Third, the system lays out a large-scale model technology system, constantly explores the path of general artificial intelligence, supports the research on innovative algorithms and key technologies of large models, supports the research and development of basic software and hardware systems of large models, training data collection management tools and evaluation tools, and supports the exploration of new paths of general artificial intelligence. In this direction, five specific measures are put forward, such as carrying out research on innovative algorithms and key technologies of large models, strengthening research and development of training data collection and governance tools of large models, opening up evaluation benchmarks and tools of large models, promoting research and development of basic software and hardware systems of large models, and exploring new paths of general artificial intelligence.

The fourth is to promote the application direction of large-scale model technology innovation scenarios, give full play to the strong generalization ability of large-scale models, guide enterprises to fully tap domain data resources, carry out research on domain large-scale model application technology, expand the application boundary of large-scale models, and explore the business model and innovation ecology of large-scale models oriented to subdivided vertical fields.
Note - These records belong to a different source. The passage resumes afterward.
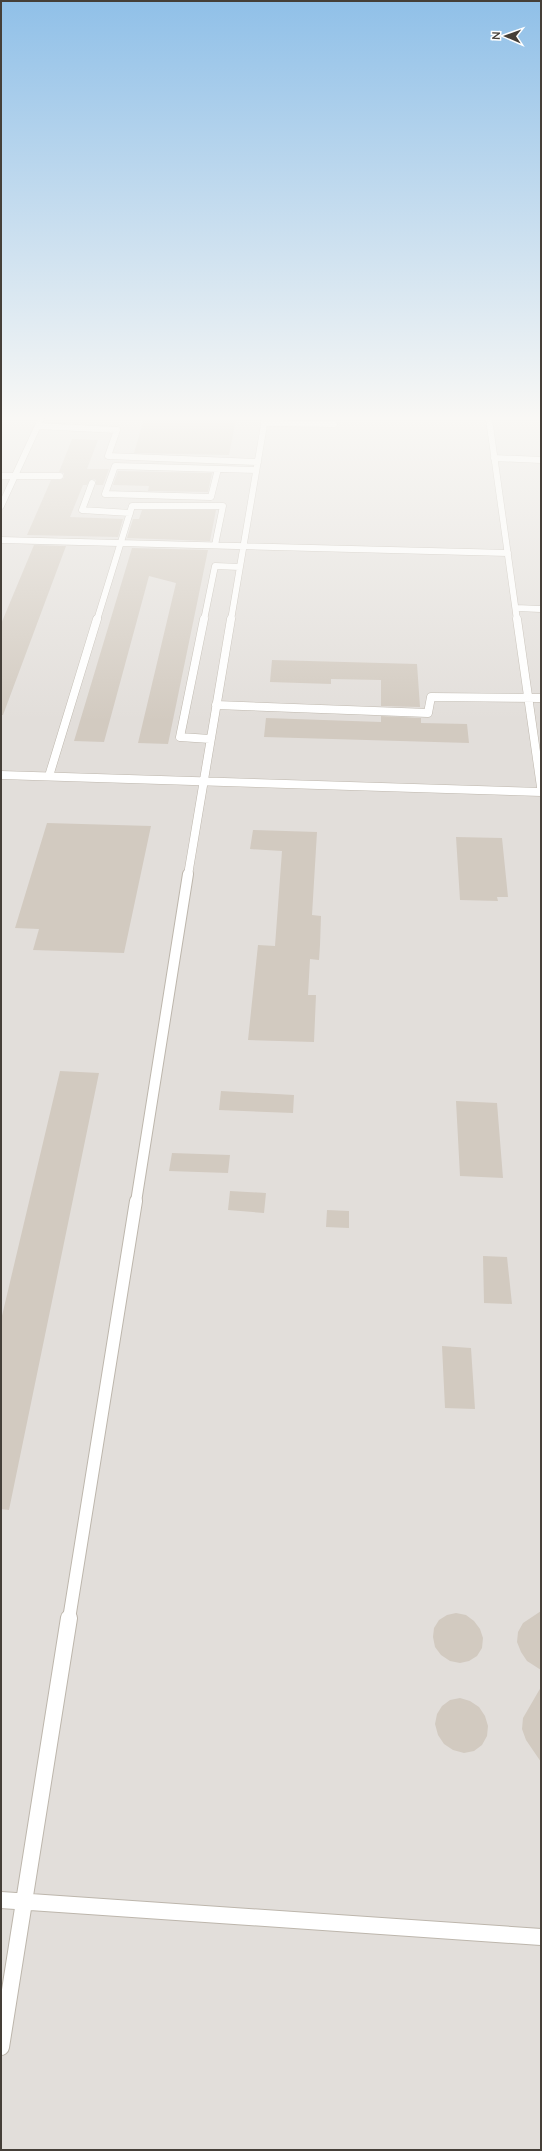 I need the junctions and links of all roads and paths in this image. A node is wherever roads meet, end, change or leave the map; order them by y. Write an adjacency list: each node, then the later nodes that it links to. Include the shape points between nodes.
1 (128, 519): 6 (lane)
2 (220, 519): 7 (lane)
3 (248, 519): 8 (lane)
4 (503, 519): 9 (lane)
5 (1, 540): 6 (lane)
6 (121, 543): 7 (lane); 18 (lane)
7 (215, 545): 8 (lane)
8 (244, 546): 9 (lane); 10 (lane)
9 (508, 553): 11 (lane)
10 (240, 567): 15 (lane); 16 (lane, via 215,566 180,737)
11 (516, 608): 12 (lane); 13 (lane)
12 (541, 608)
13 (528, 698): 14 (lane); 15 (lane, via 431,697 428,713); 20 (lane)
14 (541, 698)
15 (216, 705): 16 (lane)
16 (210, 740): 19 (lane)
17 (1, 775): 18 (lane)
18 (50, 776): 19 (lane)
19 (203, 781): 21 (lane); 23 (lane)
20 (541, 787)
21 (541, 792)
22 (1, 1900): 23 (lane)
23 (25, 1902): 24 (lane); 25 (lane)
24 (541, 1937)
25 (1, 2047) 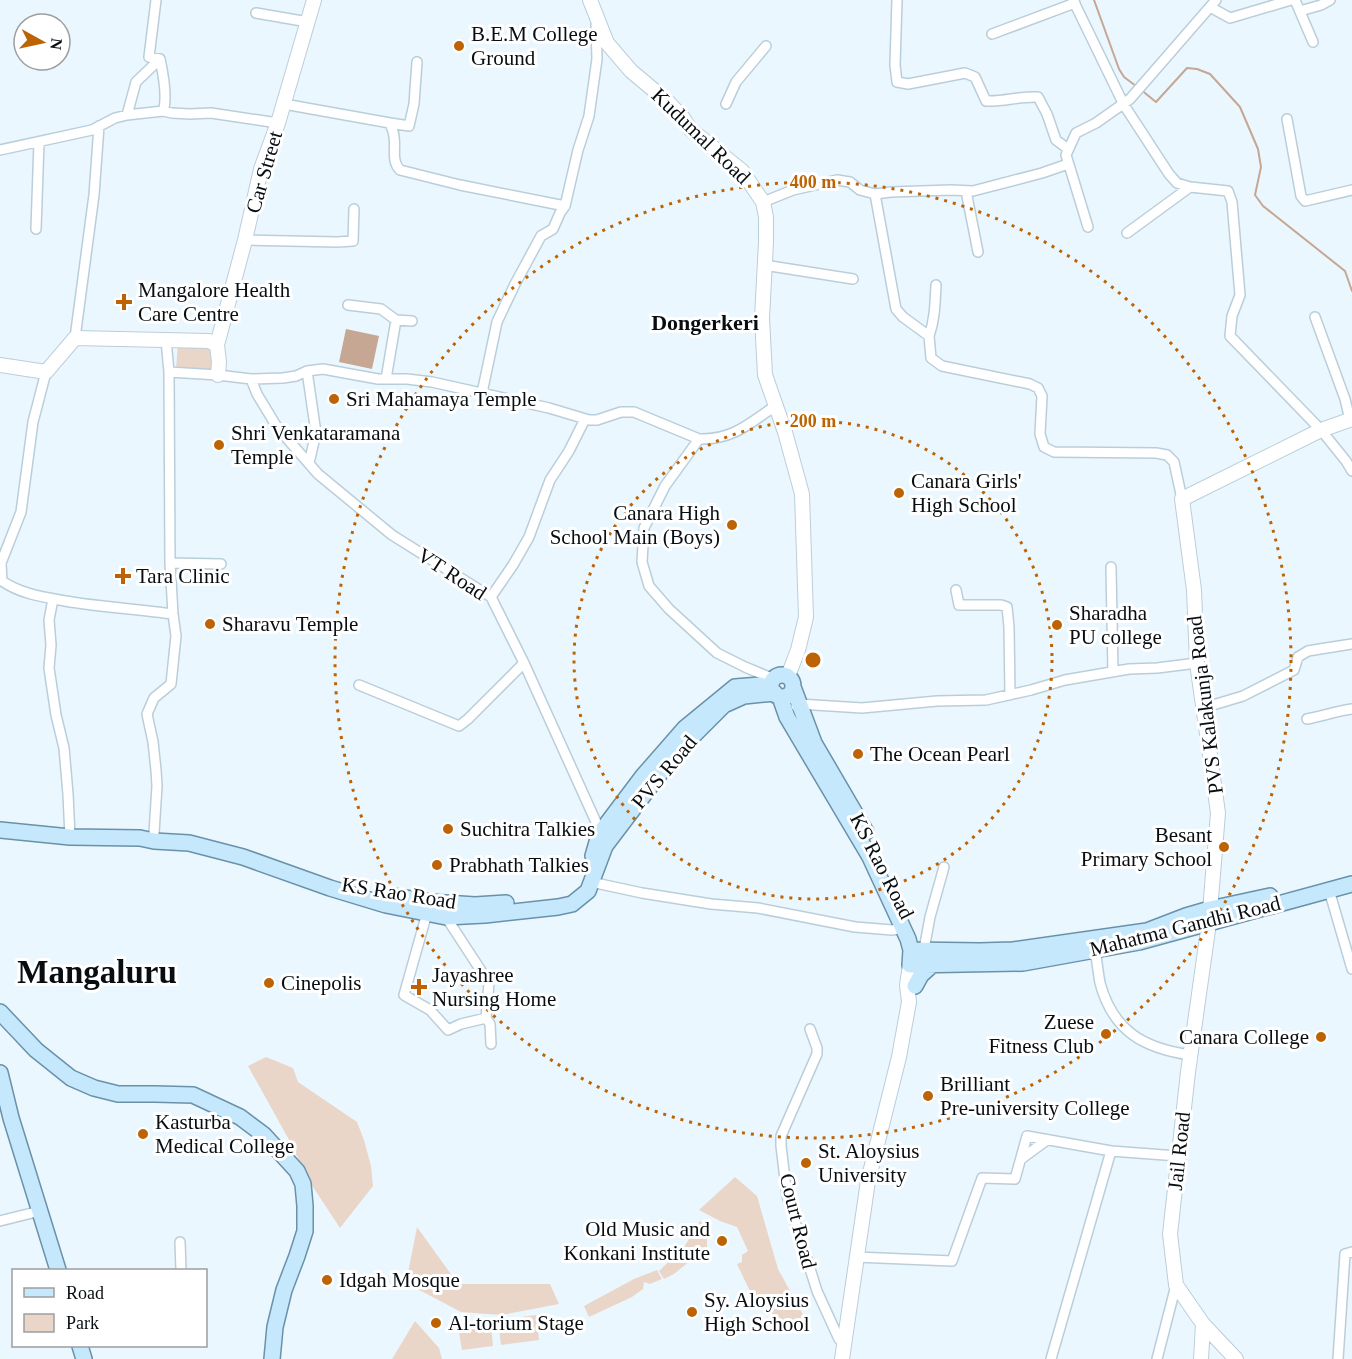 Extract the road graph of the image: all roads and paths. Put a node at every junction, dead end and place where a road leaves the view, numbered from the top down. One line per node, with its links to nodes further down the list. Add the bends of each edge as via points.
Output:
1 (156, 0): 17 (street, via 149,57)
2 (314, 0): 12 (street, Car Street)
3 (590, 0): 11 (street, Kudumal Road)
4 (897, 0): 30 (street, via 897,82 908,84 965,73 975,77 986,101 1038,97 1056,140)
5 (1293, 0): 8 (street, via 1230,18); 9 (street)
6 (1330, 0): 9 (street)
7 (1074, 2): 13 (street); 20 (street)
8 (1213, 4): 20 (street)
9 (1300, 11): 14 (street)
10 (256, 14): 12 (street)
11 (596, 17): 16 (street, Kudumal Road, via 607,43); 18 (street)
12 (308, 22): 21 (street, Car Street)
13 (992, 34)
14 (1312, 42)
15 (766, 46): 22 (street, via 736,82)
16 (620, 58): 18 (street, via 601,55); 37 (street, Kudumal Road, via 668,102 690,129 742,171)
17 (160, 59): 23 (street, via 165,81); 24 (street, via 136,82)
18 (597, 59): 38 (street, via 589,116)
19 (417, 62): 27 (street, via 410,126)
20 (1127, 102): 30 (street, via 1076,133); 33 (street, via 1169,174 1177,183)
21 (284, 104): 26 (street, Car Street); 27 (street)
22 (726, 104)
23 (163, 111): 24 (street); 26 (street)
24 (127, 115): 28 (street)
25 (1287, 119): 34 (street, via 1305,201)
26 (278, 123): 43 (street, Car Street, via 261,169)
27 (390, 123): 38 (street, via 395,162 400,170)
28 (96, 131): 29 (street); 53 (street, via 94,195)
29 (39, 142): 31 (street); 41 (street)
30 (1068, 149): 32 (street)
31 (0, 150)
32 (1068, 164): 35 (street); 40 (street)
33 (1190, 187): 42 (street); 67 (street, via 1228,191 1232,202 1240,295 1230,336)
34 (1352, 190)
35 (966, 192): 36 (street); 44 (street)
36 (875, 194): 37 (street, via 837,180); 52 (street, via 896,309)
37 (763, 202): 45 (street, Kudumal Road)
38 (565, 206): 63 (street, via 553,229 541,236 497,322)
39 (354, 209): 43 (street, via 353,241)
40 (1088, 227)
41 (36, 229)
42 (1127, 233)
43 (245, 240): 55 (street, Car Street)
44 (978, 252)
45 (764, 265): 46 (street); 64 (street, Kudumal Road, via 765,375)
46 (853, 279)
47 (936, 285): 52 (street)
48 (348, 305): 50 (street, via 381,309)
49 (1315, 317): 66 (street)
50 (396, 320): 51 (street); 61 (street)
51 (412, 321)
52 (929, 336): 71 (street, PVS Kalakunja Road, via 931,358 942,366 1038,388 1042,396 1040,434 1044,447 1054,452 1167,455 1174,462)
53 (75, 338): 54 (street); 58 (street)
54 (166, 340): 55 (street, via 209,341); 59 (street)
55 (217, 345): 60 (street, Car Street)
56 (0, 365): 58 (street)
57 (308, 371): 61 (street, via 323,369); 62 (street, via 296,376); 69 (street, via 316,433)
58 (46, 372): 75 (street, via 33,422 21,512 1,563)
59 (169, 372): 60 (street); 72 (street)
60 (218, 375): 62 (street)
61 (386, 379): 63 (street, via 432,382)
62 (251, 380): 69 (street, VT Road, via 277,427)
63 (482, 393): 65 (street)
64 (775, 406): 68 (street, via 728,436); 85 (street, Kudumal Road, via 802,494 806,617 798,650)
65 (585, 419): 68 (street, via 634,412); 77 (street, via 550,480 529,537)
66 (1351, 419): 67 (street)
67 (1321, 430): 70 (street); 71 (street)
68 (699, 439): 85 (street, via 665,486 644,528 642,562 649,586 717,653)
69 (309, 464): 77 (street, VT Road, via 392,535)
70 (1352, 471)
71 (1182, 499): 82 (street, PVS Kalakunja Road, via 1194,591)
72 (170, 563): 73 (street); 79 (street)
73 (221, 564)
74 (1111, 567): 83 (street)
75 (1, 582): 78 (street)
76 (956, 590): 86 (street, via 959,605 1007,607)
77 (491, 597): 81 (street, VT Road)
78 (53, 599): 79 (street); 93 (street, via 49,668 63,748)
79 (173, 614): 94 (street, via 176,636 171,684 154,698 147,714 156,770)
80 (1352, 644): 88 (street, via 1302,654 1294,670 1269,684)
81 (524, 663): 84 (street, via 459,726); 95 (street, VT Road)
82 (1197, 663): 83 (street); 88 (street, PVS Kalakunja Road)
83 (1113, 672): 86 (street)
84 (359, 686)
85 (781, 690): 87 (main road, KS Rao Road); 95 (main road, PVS Road, via 744,696 724,705 674,755); 104 (main road, KS Rao Road, via 787,717)
86 (1010, 695): 87 (street, via 862,708)
87 (799, 704): 104 (main road, KS Rao Road, via 814,743 884,864)
88 (1203, 708): 103 (street, PVS Kalakunja Road, via 1218,813)
89 (1352, 709): 90 (street)
90 (1307, 719)
91 (0, 821): 93 (main road, KS Rao Road)
92 (0, 830): 93 (main road)
93 (70, 832): 94 (main road, KS Rao Road); 102 (main road, via 189,843 386,905)
94 (154, 833): 101 (main road, KS Rao Road, via 230,846 332,882 430,902)
95 (604, 838): 99 (main road, PVS Road, via 605,846); 101 (main road, KS Rao Road, via 583,880 568,896)
96 (944, 867): 106 (street)
97 (1352, 874): 103 (main road, Mahatma Gandhi Road)
98 (1352, 884): 100 (main road, Mahatma Gandhi Road)
99 (589, 887): 101 (main road, via 572,904 558,907 485,915); 104 (street, via 758,908 855,927 892,930)
100 (1329, 890): 103 (main road, Mahatma Gandhi Road); 107 (street)
101 (446, 910): 102 (main road); 111 (street, via 489,983)
102 (427, 913): 111 (street, via 404,995 430,1010 448,1030)
103 (1210, 916): 105 (main road, Mahatma Gandhi Road, via 1139,942); 106 (main road, Mahatma Gandhi Road, via 1186,916 1147,931 1013,950); 115 (street, Jail Road)
104 (902, 917): 106 (main road, KS Rao Road, via 909,939)
105 (1095, 950): 106 (main road, Mahatma Gandhi Road, via 1023,963); 115 (street, via 1100,983 1121,1025 1155,1047)
106 (923, 953): 108 (main road, via 921,975); 109 (street, via 908,985)
107 (1352, 969)
108 (915, 986): 109 (street)
109 (909, 1002): 126 (street, via 868,1181)
110 (0, 1012): 112 (main road)
111 (486, 1018): 114 (street)
112 (6, 1024): 133 (main road, via 71,1078 94,1088 118,1094 193,1095 240,1117 264,1135 297,1171 303,1184 305,1232 284,1290)
113 (810, 1029): 131 (street, Court Road, via 817,1054 781,1136 781,1146 788,1196 817,1291)
114 (491, 1044)
115 (1190, 1055): 120 (street, Jail Road)
116 (0, 1073): 117 (main road)
117 (6, 1118): 122 (main road)
118 (1047, 1140): 119 (street); 121 (street); 121 (street, via 1027,1136)
119 (1111, 1151): 120 (street); 134 (street)
120 (1178, 1156): 129 (street, Jail Road, via 1170,1234)
121 (1021, 1159): 126 (street, via 1016,1179 982,1178 952,1261)
122 (40, 1211): 123 (street); 127 (main road)
123 (0, 1221)
124 (180, 1242): 128 (street)
125 (1352, 1252): 137 (street, via 1345,1254)
126 (856, 1257): 131 (street)
127 (58, 1269)
128 (181, 1269)
129 (1176, 1285): 130 (street, Jail Road); 135 (street)
130 (1203, 1324): 132 (street, Jail Road); 136 (street)
131 (841, 1350)
132 (1231, 1354): 136 (street, via 1220,1347 1209,1348)
133 (272, 1359)
134 (1051, 1359)
135 (1157, 1359)
136 (1201, 1359)
137 (1338, 1359)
This direction puts forward six specific measures to expand application scenarios in government services, medical care, scientific research, finance, autonomous driving, urban governance and other fields.

The fifth is to explore the direction of creating an inclusive and prudent supervision environment, establish a normalized contact and service mechanism with large demonstration enterprises, continuously investigate and track the difficulties encountered by enterprises in safety assessment, strengthen communication and coordination with the National Network Information Office, and actively strive to establish a pilot area in the core area of Zhongguancun to promote the implementation of inclusive and prudent supervision. Four specific measures are proposed in this direction: continuously promoting the innovation of regulatory policies and regulatory processes, establishing a normalized service and guidance mechanism, strengthening large-scale network security protection and personal data protection, and continuously improving the self-discipline and autonomy of ethical governance in the artificial intelligence industry.